---- Material for the task

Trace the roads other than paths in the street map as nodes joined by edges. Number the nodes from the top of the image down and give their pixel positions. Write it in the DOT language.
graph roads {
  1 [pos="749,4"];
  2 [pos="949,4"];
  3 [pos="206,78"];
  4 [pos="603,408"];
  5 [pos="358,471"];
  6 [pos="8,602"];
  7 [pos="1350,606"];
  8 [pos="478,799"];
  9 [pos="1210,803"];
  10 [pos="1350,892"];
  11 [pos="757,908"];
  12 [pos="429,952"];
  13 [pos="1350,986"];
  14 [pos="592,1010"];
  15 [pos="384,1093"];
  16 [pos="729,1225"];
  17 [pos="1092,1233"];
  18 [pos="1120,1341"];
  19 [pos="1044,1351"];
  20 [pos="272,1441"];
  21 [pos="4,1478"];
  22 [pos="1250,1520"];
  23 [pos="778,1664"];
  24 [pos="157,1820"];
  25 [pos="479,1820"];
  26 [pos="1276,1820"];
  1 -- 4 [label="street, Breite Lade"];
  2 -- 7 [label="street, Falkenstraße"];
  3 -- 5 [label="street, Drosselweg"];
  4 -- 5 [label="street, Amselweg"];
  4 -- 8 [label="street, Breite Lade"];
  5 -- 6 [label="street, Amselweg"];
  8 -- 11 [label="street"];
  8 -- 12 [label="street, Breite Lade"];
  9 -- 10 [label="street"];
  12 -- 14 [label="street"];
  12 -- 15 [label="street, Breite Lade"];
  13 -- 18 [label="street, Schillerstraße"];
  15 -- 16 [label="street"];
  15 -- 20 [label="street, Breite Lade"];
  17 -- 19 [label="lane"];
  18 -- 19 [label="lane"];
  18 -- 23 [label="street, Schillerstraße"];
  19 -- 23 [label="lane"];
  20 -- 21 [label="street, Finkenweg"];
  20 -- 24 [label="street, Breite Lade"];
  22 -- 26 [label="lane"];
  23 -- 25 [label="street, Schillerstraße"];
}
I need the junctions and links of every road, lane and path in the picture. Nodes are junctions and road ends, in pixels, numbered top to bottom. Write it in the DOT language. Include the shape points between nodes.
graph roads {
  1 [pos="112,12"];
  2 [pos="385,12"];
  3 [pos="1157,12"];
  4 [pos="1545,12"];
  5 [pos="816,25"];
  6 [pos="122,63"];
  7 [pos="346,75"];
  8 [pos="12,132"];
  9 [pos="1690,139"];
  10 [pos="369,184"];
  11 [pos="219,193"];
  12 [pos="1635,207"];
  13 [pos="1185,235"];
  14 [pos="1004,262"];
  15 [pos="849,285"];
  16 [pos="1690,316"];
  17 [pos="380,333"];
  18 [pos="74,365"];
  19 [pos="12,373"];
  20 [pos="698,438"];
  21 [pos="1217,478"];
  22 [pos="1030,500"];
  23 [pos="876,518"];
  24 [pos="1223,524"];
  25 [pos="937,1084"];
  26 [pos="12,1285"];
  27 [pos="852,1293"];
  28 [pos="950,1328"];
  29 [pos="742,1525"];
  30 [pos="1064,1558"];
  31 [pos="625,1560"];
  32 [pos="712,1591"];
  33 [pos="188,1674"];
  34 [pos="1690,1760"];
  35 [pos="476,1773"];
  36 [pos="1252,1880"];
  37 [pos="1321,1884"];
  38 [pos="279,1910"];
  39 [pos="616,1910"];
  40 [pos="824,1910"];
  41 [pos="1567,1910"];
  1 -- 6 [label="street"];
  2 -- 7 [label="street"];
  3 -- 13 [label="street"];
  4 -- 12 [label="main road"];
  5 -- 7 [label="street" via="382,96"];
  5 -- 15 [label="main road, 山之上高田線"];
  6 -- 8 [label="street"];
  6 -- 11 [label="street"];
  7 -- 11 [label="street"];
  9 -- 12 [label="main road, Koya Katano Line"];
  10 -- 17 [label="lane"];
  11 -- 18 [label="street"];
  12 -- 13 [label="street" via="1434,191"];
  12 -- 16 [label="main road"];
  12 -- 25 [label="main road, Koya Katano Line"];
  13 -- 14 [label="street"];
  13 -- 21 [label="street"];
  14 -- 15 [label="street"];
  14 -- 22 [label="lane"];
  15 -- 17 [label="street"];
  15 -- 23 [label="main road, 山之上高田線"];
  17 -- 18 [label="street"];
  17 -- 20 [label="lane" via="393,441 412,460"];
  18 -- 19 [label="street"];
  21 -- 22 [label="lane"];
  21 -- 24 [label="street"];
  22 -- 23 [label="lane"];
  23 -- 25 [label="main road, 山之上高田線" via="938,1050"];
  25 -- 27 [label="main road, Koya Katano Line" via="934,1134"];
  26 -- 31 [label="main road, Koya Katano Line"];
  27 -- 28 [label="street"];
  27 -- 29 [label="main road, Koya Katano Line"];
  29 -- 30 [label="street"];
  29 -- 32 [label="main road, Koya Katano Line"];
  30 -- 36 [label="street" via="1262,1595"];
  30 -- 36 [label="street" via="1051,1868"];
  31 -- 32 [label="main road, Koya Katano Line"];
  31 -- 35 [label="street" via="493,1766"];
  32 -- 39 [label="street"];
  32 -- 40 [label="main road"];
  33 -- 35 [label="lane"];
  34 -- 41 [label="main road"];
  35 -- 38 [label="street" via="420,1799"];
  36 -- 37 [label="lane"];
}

--------

The word "Breite" may appear in several lines of the data; copy every line where it does.

  1 -- 4 [label="street, Breite Lade"];
  4 -- 8 [label="street, Breite Lade"];
  8 -- 12 [label="street, Breite Lade"];
  12 -- 15 [label="street, Breite Lade"];
  15 -- 20 [label="street, Breite Lade"];
  20 -- 24 [label="street, Breite Lade"];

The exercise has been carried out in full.